- ACTION ITEM -
Copy every line of the records below where the word "graph" occurs.

- EXTRACTED INFORMATION -

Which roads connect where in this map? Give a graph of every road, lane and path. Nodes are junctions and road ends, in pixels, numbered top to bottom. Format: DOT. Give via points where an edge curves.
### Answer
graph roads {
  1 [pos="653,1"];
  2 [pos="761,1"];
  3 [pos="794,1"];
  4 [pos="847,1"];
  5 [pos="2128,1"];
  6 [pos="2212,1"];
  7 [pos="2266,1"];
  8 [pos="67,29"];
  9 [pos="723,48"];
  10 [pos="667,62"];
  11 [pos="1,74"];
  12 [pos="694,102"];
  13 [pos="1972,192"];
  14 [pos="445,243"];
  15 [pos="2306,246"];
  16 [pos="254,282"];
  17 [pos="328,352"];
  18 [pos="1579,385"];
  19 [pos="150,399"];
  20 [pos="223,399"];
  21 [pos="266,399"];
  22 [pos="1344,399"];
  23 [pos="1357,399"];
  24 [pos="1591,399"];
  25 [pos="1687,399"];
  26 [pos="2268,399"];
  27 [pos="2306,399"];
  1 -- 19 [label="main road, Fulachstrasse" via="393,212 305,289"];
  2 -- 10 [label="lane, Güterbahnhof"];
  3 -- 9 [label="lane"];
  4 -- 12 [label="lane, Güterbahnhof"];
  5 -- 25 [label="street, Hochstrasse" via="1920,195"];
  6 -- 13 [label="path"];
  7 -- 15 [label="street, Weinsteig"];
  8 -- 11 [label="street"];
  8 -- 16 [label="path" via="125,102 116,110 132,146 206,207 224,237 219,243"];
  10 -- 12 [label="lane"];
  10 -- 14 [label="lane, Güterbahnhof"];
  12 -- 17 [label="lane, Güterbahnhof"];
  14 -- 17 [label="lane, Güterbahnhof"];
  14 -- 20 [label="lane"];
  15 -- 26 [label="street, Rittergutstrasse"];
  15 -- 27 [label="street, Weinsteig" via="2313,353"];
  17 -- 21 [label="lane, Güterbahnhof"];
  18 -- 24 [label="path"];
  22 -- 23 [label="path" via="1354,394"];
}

- FINISHED EXERCISE -
Which roads connect where in this map? Give a graph of every road, lane and path. Nodes are junctions and road ends, in pixels, numbered top to bottom. Format: DOT. Give via points where an edge curves.
graph roads {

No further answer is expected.